With the records below as input, work out how many lines include the word "Lincala". Give only the number.
::: Information supplied
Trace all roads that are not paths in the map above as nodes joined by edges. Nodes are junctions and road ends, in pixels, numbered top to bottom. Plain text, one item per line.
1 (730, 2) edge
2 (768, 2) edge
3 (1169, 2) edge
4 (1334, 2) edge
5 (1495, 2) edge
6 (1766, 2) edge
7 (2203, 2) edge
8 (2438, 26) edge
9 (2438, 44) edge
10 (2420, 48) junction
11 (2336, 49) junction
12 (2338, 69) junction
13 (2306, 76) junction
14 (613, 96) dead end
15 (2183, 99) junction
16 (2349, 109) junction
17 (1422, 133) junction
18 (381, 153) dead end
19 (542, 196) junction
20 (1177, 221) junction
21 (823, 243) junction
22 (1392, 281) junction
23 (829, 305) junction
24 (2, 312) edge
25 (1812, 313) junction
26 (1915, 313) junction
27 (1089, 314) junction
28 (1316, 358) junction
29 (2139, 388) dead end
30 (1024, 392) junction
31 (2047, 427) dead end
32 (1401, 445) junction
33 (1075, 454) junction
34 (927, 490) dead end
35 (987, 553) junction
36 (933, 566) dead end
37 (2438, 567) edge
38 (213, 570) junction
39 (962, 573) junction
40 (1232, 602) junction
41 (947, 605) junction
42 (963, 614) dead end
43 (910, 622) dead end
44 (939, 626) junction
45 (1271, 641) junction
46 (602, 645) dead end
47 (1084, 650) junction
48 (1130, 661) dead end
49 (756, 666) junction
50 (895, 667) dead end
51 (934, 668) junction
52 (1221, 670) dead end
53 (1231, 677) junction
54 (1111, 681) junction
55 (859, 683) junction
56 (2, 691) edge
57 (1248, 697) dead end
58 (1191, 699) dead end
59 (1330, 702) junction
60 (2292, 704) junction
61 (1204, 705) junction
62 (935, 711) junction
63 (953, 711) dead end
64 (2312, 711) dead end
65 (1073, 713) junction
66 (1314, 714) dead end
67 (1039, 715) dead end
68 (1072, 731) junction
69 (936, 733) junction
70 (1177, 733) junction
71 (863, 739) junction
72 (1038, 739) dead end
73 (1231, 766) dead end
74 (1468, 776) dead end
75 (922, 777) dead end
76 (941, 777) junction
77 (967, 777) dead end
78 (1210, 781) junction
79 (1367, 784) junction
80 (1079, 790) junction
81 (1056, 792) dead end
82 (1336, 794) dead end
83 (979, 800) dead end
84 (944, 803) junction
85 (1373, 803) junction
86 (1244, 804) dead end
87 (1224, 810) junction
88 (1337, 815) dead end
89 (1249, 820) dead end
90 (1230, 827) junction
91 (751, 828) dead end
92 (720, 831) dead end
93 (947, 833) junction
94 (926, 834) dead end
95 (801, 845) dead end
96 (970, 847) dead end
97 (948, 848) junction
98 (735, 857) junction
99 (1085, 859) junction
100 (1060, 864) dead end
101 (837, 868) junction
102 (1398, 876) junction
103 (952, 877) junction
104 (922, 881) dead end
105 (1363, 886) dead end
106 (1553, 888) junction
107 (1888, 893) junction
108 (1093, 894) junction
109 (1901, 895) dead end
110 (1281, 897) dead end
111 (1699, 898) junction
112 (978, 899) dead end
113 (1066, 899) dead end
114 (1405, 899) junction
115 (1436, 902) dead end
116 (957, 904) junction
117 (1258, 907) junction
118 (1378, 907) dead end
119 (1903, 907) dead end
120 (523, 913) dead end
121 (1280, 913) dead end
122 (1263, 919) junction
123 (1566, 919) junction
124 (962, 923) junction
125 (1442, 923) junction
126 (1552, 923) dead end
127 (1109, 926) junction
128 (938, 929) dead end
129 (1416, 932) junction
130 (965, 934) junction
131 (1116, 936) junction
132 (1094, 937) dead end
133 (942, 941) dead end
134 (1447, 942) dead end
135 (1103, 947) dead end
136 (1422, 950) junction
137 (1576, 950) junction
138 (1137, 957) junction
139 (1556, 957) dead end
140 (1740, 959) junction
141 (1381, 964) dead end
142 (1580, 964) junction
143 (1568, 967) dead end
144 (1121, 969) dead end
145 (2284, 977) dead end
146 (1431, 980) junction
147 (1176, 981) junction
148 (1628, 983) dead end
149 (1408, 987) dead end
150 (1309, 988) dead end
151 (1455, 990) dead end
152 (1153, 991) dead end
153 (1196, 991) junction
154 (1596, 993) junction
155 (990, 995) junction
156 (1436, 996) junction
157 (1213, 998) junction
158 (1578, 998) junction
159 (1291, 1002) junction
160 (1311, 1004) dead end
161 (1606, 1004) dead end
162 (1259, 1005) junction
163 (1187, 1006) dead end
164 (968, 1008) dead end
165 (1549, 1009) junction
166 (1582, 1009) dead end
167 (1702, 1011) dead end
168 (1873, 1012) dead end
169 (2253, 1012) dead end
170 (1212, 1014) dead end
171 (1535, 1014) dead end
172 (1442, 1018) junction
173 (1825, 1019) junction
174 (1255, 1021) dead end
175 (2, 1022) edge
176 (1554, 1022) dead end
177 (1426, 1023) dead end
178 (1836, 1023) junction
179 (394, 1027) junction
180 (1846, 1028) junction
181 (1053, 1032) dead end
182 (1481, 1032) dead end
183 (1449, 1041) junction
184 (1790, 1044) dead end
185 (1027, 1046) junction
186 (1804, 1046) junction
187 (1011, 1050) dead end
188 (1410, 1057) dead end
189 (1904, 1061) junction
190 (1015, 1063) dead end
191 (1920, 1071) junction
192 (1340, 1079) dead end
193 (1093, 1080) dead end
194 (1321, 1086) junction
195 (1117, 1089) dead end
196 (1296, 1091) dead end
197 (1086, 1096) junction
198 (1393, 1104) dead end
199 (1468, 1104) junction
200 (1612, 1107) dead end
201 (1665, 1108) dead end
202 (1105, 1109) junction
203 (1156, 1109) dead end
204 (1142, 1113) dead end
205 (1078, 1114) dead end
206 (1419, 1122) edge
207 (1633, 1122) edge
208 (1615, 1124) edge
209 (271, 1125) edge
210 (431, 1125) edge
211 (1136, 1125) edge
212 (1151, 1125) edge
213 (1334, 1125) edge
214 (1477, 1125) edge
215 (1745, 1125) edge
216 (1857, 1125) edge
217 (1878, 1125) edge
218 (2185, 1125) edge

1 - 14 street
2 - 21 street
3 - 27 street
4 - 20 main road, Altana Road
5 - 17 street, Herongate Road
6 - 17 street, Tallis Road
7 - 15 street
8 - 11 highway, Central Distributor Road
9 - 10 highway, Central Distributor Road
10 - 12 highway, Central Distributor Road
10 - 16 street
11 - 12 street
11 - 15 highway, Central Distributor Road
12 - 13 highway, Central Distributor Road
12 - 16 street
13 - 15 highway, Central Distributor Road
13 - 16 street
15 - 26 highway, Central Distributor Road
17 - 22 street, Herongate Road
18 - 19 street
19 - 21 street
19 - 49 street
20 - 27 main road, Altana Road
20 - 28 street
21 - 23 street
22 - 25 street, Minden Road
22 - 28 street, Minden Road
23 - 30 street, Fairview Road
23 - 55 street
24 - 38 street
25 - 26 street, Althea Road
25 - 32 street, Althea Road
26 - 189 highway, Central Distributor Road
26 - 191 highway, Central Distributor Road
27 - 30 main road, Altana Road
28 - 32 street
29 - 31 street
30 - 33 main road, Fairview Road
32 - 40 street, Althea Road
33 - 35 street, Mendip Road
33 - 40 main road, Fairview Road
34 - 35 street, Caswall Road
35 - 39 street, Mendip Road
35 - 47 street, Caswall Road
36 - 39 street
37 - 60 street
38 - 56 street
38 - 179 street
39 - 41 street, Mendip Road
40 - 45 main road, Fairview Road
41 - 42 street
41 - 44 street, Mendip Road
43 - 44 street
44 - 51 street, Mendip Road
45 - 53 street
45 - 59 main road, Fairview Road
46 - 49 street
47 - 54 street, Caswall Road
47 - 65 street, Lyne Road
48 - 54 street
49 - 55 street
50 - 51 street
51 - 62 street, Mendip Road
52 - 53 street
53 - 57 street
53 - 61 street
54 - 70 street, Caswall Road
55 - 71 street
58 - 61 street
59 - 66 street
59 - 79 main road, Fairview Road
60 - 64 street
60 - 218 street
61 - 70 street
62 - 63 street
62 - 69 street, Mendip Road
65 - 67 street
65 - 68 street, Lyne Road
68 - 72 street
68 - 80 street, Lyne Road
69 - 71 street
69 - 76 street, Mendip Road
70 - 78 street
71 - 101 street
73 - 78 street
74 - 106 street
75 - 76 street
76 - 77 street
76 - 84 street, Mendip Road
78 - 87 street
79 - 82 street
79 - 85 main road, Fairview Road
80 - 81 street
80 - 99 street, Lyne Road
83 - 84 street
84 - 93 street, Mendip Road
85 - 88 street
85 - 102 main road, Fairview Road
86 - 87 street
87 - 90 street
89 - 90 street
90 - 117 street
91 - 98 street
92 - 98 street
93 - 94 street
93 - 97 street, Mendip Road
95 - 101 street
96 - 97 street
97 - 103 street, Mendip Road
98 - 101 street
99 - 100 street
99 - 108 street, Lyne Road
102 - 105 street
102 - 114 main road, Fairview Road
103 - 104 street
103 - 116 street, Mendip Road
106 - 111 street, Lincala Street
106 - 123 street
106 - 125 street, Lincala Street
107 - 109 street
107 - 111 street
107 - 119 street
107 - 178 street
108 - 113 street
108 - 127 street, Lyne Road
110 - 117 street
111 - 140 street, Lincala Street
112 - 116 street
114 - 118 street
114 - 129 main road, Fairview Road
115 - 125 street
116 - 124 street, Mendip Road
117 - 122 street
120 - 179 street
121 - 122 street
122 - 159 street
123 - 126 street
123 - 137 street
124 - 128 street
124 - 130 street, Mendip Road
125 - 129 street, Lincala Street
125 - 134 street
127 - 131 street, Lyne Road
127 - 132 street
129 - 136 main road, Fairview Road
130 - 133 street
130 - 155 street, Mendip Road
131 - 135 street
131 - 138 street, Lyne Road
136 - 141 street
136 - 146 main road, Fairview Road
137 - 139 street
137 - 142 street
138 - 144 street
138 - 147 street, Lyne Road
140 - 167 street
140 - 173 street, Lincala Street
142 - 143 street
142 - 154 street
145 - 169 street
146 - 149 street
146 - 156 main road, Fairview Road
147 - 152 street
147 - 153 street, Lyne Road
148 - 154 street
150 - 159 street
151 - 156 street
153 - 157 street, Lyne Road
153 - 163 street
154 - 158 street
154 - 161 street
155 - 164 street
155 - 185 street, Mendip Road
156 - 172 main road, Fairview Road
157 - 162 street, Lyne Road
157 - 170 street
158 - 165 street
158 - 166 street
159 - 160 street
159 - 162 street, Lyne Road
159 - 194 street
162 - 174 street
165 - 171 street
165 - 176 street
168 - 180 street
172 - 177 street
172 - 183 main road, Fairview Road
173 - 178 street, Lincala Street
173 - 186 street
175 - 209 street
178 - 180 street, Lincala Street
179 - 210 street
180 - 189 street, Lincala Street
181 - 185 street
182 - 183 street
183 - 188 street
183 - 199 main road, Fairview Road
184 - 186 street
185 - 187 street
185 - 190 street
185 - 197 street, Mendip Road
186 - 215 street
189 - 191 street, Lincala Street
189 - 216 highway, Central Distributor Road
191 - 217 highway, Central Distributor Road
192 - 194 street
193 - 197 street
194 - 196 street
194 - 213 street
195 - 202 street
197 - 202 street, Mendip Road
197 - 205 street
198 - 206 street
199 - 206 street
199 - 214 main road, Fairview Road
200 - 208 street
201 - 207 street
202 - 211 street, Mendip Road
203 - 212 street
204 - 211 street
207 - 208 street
::::::
• **Output below**
9